If left untreated, the disease escalates from uncomplicated to severe malaria, which is marked by the failure of vital organs. This can lead to coma, a life-threatening plunge in blood sugar levels (hypoglycaemia) and/or kidney failure. Without treatment, the majority of people with severe malaria will die. With treatment, however, more than four out of five will recover.
There is evidence that people who are continually exposed to the parasite gain partial immunity to it.

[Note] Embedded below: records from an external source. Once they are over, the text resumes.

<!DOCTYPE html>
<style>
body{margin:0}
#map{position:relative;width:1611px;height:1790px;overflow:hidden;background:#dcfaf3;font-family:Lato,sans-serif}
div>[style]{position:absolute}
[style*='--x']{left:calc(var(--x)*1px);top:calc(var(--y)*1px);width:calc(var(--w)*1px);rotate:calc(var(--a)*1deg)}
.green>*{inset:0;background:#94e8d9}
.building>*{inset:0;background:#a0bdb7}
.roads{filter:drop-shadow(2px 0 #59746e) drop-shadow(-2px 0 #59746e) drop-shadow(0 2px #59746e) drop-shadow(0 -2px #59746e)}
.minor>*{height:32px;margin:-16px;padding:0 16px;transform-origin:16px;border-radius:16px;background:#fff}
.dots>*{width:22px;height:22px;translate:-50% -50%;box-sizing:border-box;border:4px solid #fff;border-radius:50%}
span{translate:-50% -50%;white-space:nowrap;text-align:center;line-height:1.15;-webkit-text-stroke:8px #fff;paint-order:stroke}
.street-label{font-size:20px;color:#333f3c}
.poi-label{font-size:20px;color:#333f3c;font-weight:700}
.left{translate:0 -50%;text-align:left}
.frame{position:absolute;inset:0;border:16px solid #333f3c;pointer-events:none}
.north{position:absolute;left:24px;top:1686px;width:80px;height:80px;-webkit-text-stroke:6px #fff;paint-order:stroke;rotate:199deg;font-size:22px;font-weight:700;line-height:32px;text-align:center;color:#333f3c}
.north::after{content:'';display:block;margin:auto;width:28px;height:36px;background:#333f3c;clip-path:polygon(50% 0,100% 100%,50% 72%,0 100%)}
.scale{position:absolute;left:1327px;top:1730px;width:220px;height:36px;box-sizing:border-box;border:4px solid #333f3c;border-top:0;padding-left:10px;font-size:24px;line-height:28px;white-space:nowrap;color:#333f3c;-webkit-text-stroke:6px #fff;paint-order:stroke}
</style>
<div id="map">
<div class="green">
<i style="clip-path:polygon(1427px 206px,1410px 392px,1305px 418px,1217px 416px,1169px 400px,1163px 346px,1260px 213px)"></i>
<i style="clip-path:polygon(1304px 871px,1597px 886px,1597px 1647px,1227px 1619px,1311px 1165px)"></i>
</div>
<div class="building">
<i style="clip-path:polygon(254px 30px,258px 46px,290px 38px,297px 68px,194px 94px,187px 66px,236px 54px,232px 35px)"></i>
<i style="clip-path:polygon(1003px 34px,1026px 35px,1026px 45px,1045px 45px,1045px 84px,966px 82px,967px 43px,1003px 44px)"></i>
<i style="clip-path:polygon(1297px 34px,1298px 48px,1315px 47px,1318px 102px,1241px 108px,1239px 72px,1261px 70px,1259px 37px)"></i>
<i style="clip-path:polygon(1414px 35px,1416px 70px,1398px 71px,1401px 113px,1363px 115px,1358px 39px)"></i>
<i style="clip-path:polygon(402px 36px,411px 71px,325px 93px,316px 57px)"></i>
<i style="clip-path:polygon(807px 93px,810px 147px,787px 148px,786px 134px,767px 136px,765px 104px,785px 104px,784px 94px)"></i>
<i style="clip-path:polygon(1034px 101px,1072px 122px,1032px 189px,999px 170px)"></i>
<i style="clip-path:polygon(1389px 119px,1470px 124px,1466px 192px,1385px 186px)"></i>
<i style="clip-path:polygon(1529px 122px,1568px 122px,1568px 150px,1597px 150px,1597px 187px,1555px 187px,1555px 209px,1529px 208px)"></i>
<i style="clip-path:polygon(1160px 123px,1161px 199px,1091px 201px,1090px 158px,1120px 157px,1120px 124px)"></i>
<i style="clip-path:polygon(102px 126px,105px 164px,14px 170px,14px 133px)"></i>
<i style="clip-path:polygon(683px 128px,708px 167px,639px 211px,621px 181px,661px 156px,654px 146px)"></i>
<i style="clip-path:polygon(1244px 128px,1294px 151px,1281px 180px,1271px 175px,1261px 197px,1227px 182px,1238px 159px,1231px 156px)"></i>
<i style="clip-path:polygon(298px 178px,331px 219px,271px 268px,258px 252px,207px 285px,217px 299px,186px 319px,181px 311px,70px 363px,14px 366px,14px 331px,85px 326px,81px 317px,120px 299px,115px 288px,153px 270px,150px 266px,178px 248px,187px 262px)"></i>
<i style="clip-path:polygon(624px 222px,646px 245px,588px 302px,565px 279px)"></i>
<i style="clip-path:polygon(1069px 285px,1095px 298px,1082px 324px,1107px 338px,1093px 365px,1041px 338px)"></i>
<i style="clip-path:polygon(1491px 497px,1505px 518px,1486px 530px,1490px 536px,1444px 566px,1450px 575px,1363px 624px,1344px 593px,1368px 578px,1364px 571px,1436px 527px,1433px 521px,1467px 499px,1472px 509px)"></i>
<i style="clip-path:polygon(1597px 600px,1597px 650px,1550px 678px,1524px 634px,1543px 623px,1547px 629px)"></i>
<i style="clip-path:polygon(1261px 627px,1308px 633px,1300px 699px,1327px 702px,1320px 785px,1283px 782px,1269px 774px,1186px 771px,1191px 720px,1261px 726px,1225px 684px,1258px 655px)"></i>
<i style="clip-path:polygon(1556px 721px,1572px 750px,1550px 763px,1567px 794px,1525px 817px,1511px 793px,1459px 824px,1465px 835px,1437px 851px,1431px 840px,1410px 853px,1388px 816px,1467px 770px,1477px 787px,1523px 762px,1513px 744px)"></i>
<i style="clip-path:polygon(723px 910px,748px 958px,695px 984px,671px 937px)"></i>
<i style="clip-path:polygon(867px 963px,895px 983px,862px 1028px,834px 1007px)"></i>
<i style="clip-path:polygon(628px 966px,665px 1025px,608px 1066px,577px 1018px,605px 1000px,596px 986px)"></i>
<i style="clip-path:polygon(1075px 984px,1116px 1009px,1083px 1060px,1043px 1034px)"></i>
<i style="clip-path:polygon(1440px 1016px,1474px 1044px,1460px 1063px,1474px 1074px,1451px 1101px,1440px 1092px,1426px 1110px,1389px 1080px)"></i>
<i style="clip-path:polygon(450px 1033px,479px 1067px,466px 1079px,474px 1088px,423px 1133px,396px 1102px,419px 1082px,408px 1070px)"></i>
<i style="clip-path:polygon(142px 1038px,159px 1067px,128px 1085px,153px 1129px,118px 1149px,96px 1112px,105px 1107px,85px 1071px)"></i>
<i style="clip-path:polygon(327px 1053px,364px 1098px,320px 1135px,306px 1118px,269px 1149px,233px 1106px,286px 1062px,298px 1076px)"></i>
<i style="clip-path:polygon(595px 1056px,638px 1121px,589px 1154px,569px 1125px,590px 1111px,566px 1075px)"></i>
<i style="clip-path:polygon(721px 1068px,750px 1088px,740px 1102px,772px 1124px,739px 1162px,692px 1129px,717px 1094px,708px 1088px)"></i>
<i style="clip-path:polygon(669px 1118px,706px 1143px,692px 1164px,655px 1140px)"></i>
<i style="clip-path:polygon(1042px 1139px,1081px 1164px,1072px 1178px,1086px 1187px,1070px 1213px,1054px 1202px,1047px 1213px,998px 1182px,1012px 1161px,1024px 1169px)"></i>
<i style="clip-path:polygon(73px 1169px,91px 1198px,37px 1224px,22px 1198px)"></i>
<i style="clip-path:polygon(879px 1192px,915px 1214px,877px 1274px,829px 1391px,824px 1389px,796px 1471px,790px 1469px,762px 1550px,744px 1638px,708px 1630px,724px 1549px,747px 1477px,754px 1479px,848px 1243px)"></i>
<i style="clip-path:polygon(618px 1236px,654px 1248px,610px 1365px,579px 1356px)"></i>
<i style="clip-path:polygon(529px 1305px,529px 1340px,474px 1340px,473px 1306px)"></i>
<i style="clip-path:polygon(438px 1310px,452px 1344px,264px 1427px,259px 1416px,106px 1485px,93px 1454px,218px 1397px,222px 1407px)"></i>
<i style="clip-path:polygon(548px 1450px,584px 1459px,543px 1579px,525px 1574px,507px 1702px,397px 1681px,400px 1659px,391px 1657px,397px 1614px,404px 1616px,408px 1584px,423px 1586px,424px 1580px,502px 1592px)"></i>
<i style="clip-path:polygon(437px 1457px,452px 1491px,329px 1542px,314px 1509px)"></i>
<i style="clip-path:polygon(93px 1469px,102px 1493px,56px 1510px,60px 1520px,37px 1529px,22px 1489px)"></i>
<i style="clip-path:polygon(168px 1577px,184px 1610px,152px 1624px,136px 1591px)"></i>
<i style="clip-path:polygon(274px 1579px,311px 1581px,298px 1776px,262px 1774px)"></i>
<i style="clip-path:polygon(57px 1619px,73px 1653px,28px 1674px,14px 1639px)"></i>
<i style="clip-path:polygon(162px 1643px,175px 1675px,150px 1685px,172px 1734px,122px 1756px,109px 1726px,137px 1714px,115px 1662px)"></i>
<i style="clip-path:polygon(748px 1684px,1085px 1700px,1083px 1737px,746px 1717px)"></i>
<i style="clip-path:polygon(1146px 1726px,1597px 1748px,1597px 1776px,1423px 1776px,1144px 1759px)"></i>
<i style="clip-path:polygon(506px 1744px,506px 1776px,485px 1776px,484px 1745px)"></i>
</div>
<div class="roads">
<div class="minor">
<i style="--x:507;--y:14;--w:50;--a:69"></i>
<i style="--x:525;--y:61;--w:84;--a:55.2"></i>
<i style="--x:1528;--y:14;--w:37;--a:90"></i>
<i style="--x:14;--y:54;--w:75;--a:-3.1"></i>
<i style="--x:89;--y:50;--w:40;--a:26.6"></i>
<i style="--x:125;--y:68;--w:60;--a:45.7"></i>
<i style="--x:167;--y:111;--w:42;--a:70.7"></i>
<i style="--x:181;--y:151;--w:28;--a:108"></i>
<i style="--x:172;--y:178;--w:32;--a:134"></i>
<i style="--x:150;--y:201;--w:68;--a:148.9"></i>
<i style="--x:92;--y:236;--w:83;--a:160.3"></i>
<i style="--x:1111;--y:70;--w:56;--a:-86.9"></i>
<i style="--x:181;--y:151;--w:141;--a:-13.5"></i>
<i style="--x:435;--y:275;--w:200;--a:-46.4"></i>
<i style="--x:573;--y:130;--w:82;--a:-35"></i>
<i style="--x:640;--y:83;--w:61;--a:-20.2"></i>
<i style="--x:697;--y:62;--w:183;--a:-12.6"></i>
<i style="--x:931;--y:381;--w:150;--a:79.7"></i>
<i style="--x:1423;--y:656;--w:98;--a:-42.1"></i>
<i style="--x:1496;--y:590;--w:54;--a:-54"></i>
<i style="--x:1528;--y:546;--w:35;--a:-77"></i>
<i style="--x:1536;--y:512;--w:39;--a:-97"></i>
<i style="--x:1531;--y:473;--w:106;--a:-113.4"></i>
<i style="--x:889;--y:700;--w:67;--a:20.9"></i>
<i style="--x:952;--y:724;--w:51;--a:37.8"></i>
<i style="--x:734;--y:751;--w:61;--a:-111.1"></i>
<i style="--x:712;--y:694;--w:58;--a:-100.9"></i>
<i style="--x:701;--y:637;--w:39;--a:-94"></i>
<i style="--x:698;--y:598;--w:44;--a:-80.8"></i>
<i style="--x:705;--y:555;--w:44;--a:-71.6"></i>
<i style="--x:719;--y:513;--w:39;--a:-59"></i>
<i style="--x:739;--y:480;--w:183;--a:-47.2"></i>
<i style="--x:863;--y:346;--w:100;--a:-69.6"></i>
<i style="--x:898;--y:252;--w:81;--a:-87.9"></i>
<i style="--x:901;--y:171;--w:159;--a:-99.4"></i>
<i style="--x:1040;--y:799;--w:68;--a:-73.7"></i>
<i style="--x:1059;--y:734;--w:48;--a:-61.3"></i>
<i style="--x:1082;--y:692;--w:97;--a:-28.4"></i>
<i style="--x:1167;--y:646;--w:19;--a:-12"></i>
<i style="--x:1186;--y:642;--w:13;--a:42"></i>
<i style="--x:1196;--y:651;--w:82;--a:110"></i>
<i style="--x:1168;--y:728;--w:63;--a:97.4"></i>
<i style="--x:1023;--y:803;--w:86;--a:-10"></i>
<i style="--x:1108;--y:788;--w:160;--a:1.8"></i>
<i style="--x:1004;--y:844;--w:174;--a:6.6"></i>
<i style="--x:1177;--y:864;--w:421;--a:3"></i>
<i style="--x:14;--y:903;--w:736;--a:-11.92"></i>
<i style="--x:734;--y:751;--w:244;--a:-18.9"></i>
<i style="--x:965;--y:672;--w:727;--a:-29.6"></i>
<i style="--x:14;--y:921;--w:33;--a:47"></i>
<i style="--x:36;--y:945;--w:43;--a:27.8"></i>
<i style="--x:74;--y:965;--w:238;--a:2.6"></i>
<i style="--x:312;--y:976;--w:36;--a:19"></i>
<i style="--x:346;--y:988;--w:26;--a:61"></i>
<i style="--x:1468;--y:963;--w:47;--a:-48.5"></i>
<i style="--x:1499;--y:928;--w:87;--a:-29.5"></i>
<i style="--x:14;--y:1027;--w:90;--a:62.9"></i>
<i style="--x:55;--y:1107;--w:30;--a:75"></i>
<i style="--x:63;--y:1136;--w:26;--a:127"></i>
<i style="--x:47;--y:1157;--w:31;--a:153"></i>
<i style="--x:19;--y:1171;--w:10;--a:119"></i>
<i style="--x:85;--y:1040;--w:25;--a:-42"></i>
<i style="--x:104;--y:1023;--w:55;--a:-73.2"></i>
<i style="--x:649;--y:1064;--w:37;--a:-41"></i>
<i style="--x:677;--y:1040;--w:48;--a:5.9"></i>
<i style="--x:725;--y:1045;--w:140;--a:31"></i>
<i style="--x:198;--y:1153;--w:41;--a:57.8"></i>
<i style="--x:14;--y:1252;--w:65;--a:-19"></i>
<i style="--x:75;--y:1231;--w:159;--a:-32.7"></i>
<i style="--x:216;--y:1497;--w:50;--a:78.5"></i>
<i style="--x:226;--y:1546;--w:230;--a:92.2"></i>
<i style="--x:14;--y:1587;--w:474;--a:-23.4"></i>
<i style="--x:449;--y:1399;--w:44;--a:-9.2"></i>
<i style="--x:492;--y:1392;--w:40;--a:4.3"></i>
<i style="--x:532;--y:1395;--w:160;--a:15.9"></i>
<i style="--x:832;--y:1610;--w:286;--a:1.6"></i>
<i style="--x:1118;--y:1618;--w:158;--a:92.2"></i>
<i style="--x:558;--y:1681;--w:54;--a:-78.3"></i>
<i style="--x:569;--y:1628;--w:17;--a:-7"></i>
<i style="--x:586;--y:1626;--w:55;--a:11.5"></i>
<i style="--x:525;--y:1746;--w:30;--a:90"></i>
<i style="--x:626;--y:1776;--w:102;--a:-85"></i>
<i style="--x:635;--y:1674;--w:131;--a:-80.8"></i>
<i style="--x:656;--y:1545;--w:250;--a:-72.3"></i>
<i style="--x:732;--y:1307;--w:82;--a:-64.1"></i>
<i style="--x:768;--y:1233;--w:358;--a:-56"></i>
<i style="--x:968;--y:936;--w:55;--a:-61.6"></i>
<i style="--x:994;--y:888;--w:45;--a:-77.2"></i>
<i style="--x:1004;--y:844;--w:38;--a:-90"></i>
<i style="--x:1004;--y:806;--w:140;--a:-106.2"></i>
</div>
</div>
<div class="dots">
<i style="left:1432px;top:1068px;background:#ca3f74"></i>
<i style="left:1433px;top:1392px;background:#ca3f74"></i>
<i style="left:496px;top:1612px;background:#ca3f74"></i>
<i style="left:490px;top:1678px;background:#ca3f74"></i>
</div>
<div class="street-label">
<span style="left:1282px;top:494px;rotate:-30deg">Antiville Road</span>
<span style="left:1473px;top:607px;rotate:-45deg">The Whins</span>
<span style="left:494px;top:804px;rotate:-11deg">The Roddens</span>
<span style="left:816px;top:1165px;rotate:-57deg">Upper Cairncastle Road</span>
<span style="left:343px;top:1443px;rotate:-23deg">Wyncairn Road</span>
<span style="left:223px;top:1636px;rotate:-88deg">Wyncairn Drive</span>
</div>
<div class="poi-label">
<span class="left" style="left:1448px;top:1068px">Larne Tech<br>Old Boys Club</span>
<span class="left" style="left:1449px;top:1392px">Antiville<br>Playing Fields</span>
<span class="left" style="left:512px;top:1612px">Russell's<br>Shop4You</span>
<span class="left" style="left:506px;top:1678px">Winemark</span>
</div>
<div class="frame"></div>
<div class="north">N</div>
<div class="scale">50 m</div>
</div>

This explains why certain groups remain particularly vulnerable: babies and children whose immune systems are not fully developed are at risk, as are expectant mothers, whose immune systems change during pregnancy. Immunity in one geographical area does not guarantee immunity in another, so migration is another factor affecting malaria rates (and probably explains why drug resistance often emerges in border areas). Around 1500 travellers return to Britain with malaria each year, of whom around a dozen will die.

Treating malaria
A steady succession of medicines have emerged to combat malaria, with each gradually losing its effectiveness as the parasite evolves. Quinine emerged in the 17th century as the first known antimalarial (although historians point out that the Quechua Indians of Peru discovered its anti-fever properties long before). Its potency began fading in the 1940s, and chloroquine became the weapon of choice. This was in turn replaced by sulfadoxine-pyrimethamine (SP), which lasted another couple of decades until it was superseded by mefloquine. Resistance to this last drug appeared in the 1980s, just as excitement was beginning to build about artemisinin. The hype was justified: artemisinin is the fastest-acting antimalarial in human history, effectively curing within a couple of days.
Today, largely on the back of Professor Nick White’s research, the WHO strongly recommends artemisinin-based combination therapy as the preferred treatment option in confirmed cases of both uncomplicated and severe malaria. The treatment comprises one artemisinin derivative – such as artesunate, artemether or dihydroartemisinin – with one slower-acting partner, such as SP or mefloquine. The exact permutation given depends on which drugs work in a particular area, as drug resistance tends to be localised (which is why older drugs continue to be used in certain areas). The two different medicines are partnered up to protect against drug resistance: while the artemisinin derivative delivers a swift kill, it does not always do its duty cleanly. The older, slower drugs trail behind, finishing off the remaining parasites. To further guard against the parasite becoming resistant to ACT, the WHO recommends that, where possible, only confirmed malaria patients are treated, and that they are followed up a month later to check that no parasites have survived the medicines.
Scientists have cautioned that, as yet, there is no back-up plan if ACT eventually fails. The message is being taken seriously: Cambodia, for example, has cracked down on the supply of monotherapies (single medicines). There is a plan underway to slash the price of ACTs so steeply that they would become cheaper than counterfeit drugs. Also, synthetic artemisinin, which is under development, appears to have a different mode of parasite-killing action, offering another avenue of hope if natural ACTs go the same way as the antimalarials before them. Particularly worrisome, though, is the fact that, when it comes to artemisinin resistance, scientists have not yet figured out exactly how the parasite is fighting back against malaria’s newest wonder drug.